Le point sur le dérangement de la faune en Chartreuse
mercredi 13 septembre 2006 par TASSAN Lionel
Le massif de la Chartreuse et plus particulièrement les zones des cols du Coq et de Porte est d’un intérêt certain en hiver pour les habitants de la cuvette grenobloise. Son potentiel est énorme : une trentaine d’itinéraires skiables, tous aussi beaux les uns que les autres, à 30 minutes de la ville. A cela, il faut y ajouter les raquettes, le ski de fond, le ski de piste... Et quand on voit le bond en avant des activités montagne depuis une dizaine d’années, les répercussions sur le terrain sont réelles. D’après l’article de JAD et d’autres échos que j’ai pu avoir à propos de la Chartreuse, il semble que le problème mis en avant soit le dérangement de la faune. Quels sont les enjeux ?

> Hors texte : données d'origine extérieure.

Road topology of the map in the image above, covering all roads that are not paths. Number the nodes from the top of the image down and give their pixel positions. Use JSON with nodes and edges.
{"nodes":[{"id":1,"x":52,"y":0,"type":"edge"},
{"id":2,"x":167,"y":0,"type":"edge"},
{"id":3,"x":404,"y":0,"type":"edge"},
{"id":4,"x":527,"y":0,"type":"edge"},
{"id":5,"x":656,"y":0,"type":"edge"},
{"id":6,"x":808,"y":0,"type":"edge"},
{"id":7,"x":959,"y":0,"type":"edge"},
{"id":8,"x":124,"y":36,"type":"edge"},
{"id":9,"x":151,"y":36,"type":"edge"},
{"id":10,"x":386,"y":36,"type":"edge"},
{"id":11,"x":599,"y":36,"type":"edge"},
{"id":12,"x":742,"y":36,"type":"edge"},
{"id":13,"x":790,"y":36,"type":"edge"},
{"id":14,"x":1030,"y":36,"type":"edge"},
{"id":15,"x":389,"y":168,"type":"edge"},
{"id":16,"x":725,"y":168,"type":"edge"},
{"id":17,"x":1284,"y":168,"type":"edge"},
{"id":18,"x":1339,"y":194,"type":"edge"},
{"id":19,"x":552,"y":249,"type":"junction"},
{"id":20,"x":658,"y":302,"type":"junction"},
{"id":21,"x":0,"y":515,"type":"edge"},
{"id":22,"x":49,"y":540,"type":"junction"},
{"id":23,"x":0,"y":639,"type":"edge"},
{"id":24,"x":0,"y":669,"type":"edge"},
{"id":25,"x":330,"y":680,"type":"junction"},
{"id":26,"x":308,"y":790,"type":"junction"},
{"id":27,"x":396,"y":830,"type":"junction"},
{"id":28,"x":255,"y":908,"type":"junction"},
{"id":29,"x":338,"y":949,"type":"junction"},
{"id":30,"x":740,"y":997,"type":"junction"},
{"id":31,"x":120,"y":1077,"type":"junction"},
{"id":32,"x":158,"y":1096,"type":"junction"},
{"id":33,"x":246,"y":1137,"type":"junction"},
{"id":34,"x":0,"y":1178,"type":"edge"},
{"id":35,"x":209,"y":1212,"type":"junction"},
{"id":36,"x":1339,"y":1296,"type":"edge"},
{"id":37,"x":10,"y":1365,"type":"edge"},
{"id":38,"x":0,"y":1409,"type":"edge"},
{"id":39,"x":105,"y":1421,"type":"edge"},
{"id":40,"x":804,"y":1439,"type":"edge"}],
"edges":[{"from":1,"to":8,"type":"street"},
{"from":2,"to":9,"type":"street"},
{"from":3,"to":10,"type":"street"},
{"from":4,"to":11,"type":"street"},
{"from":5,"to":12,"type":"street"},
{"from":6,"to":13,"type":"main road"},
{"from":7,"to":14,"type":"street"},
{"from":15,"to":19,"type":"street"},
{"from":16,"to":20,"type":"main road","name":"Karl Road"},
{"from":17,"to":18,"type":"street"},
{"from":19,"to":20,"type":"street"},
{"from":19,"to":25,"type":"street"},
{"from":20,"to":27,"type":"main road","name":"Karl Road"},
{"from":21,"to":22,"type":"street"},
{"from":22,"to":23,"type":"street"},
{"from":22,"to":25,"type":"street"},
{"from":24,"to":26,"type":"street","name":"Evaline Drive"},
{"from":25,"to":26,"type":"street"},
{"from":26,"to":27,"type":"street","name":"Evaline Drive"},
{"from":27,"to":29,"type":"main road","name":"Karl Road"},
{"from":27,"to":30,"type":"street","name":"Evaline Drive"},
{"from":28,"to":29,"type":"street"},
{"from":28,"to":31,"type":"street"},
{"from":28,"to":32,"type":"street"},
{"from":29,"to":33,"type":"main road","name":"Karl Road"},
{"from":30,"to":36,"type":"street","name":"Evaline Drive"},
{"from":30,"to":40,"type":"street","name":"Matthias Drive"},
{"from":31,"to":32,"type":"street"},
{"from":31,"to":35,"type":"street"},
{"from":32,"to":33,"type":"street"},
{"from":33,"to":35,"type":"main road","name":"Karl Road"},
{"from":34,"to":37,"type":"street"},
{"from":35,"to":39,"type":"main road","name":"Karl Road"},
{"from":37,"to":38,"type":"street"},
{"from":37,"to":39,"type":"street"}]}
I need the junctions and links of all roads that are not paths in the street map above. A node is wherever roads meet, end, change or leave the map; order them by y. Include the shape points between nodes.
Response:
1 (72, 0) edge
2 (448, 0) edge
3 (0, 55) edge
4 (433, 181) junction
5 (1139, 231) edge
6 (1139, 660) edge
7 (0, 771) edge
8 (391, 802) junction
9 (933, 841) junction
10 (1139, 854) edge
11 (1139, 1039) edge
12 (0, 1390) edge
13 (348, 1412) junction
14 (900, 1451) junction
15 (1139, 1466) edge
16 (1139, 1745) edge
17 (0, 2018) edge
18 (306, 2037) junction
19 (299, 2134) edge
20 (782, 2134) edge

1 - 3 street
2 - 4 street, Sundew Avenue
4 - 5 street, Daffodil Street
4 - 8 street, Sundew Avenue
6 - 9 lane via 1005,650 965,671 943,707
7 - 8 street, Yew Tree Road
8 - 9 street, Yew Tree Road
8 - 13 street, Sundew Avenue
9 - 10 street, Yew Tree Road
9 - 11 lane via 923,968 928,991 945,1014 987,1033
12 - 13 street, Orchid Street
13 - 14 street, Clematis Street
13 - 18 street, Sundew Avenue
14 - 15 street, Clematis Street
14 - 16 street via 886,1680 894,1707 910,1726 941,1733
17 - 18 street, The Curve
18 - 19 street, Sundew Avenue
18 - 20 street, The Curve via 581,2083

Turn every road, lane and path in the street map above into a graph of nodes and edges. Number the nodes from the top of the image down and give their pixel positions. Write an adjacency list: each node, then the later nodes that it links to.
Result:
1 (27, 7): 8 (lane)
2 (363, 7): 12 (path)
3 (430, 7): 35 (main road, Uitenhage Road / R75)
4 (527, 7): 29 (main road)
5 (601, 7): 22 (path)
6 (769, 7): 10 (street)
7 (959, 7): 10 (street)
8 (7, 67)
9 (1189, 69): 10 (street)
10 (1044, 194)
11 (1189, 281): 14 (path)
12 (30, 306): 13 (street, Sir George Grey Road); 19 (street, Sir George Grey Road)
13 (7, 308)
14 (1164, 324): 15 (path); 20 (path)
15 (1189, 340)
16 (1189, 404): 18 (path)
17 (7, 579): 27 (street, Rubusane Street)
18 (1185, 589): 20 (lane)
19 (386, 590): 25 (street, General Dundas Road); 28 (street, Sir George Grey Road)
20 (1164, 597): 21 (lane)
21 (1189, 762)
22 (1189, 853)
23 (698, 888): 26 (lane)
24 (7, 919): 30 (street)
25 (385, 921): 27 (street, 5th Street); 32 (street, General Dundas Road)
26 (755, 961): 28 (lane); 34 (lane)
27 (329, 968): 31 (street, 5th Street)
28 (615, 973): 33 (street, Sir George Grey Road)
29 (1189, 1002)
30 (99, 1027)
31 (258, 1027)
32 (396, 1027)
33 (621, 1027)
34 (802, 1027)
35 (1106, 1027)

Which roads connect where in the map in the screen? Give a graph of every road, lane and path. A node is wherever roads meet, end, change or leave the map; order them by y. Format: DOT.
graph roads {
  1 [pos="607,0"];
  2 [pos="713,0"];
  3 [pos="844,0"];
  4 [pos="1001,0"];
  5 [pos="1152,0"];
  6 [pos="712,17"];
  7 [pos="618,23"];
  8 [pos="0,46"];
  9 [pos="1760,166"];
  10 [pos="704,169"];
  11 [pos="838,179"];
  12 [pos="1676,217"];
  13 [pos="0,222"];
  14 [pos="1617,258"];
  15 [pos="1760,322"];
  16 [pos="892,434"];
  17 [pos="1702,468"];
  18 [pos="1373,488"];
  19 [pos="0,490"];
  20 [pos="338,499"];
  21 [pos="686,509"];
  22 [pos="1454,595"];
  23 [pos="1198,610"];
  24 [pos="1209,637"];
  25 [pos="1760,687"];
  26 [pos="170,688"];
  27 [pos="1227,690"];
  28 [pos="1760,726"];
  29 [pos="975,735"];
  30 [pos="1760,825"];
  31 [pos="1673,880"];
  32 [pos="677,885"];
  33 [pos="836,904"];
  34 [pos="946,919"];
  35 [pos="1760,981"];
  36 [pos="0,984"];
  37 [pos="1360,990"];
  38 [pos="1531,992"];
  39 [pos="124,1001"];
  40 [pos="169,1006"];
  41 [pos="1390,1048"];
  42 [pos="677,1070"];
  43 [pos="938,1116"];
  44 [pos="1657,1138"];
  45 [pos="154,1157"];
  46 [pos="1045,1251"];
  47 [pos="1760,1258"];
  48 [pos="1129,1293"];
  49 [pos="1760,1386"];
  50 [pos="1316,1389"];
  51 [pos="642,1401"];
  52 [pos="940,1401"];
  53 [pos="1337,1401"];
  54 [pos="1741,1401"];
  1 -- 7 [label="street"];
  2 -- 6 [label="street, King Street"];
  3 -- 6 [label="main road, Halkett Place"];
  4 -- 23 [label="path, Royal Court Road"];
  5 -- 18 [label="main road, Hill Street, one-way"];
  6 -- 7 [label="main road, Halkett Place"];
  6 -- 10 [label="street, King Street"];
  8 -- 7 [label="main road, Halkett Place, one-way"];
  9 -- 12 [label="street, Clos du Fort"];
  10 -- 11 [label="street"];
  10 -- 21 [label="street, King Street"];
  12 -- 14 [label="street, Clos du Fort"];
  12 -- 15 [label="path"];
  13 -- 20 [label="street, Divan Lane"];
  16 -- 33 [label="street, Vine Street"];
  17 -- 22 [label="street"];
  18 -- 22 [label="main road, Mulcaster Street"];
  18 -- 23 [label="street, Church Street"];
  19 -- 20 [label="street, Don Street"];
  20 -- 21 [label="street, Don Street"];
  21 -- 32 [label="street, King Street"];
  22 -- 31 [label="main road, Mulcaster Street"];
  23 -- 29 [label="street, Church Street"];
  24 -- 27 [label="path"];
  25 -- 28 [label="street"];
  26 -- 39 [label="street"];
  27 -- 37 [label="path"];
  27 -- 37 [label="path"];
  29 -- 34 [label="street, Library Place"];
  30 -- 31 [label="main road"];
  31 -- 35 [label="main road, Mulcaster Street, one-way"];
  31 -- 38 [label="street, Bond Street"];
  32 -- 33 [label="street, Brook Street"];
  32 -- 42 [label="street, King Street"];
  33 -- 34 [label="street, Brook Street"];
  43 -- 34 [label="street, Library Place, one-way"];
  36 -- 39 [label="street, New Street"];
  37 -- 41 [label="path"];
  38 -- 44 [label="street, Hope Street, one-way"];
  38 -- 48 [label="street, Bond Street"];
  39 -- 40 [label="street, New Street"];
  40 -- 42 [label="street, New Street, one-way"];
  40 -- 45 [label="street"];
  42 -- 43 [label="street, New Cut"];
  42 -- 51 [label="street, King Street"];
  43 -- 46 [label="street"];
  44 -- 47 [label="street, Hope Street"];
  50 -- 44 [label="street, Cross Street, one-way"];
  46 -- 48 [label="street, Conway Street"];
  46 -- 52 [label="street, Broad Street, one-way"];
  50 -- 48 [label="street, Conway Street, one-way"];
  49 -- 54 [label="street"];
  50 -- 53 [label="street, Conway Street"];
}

Dans le massif de la Chartreuse, deux groupes d’animaux sont concernés : les ongulés chez les mammifères et les tétraonidés chez les oiseaux. Et plus particulièrement :
– Ongulés : chamois et chevreuil 

– Tétras : tétras-lyre
Le chamois se porte bien et s’est parfaitement adapté. Il n’y en a jamais autant eu. Même sur les flancs du Charmant Som il abonde. Je n’en ai jamais autant observé que ces dernières années, en toutes saisons et il s’est très bien habitué à la présence humaine. Il m’arrive régulièrement d’en observer plus d’une centaine en une seule tournée. Le chamois se déplace très bien dans la neige. Pensez à ne pas les courser à skis pour ne pas les épuiser inutilement !
Le chevreuil est plus vulnérable et a du mal dans la profonde. En général, l’hiver, il se tient près des habitations à basse altitude, en lisière de forêts. Ce n’est pas là qu’on passe en grandes courbes sur des grandes largeurs. Et pour lui aussi, les populations sont en bonne santé.
En revanche, le tétras-lyre est plus vulnérable et le passage d’un skieur à 30m ou moins provoque l’envol et une dépense d’énergie.
Mais le randonneur hivernal est-il le seul responsable du déclin de cette espèce ?
Pour avoir randonné en montagne en toutes saisons, au rythme d’une centaine de sorties par an depuis 20 ans, parfois même dans le seul but d’observer du tétras-lyre, je peux affirmer que je n’ai jamais observé dans nos Alpes, des rassemblements de plusieurs dizaines de coqs comme cela se produisait il y a 50 ans (dixit les anciens), même dans les lieux les plus reculés et confidentiels.
Pour moi, la fréquentation hivernale de la montagne en se baladant "simplement" est un paramètre qui s’ajoute aux causes plus graves qui existent depuis une trentaine d’années : l’exploitation de la forêt au détriment de la strate arbustive et l’aménagement mécanique (dans les deux cas, on assiste tout simplement à une destruction du biotope et dans le deuxième, les quelques oiseaux "rebelles" qui se sont adaptés disparaissent par collision contre les cables des télémachins par temps de brouillard !).
Une concertation s’impose mais doit concerner tout le monde : forestiers, aménageurs, offices de tourisme, chasseurs, skieurs, raquettistes, éditeurs de topos, animateurs de sites internet. Il faut une politique globale. Ca commence par une prise de conscience générale. Je serais le premier à attirer l’attention des pratiquants sur un comportement à adopter (ne pas skier dans le bois en rive droite de la combe, ne pas s’écarter de la trace décrite d’un iota...) sur une zone sensible. Nous l’avons déjà fait dans de précédentes publications et même passé sous silence deux itinéraires très sensibles dans les Ecrins grâce à un travail en collaboration avec un garde du parc.
Interdire n’est pas la solution et c’est une atteinte de plus à la liberté d’aller et venir. Sans compter qu’on ira droit vers une politique à la Vanoise (des zones d’interdictions importantes jouxtant des zones de mécanisation et d’"anti-nature" totales).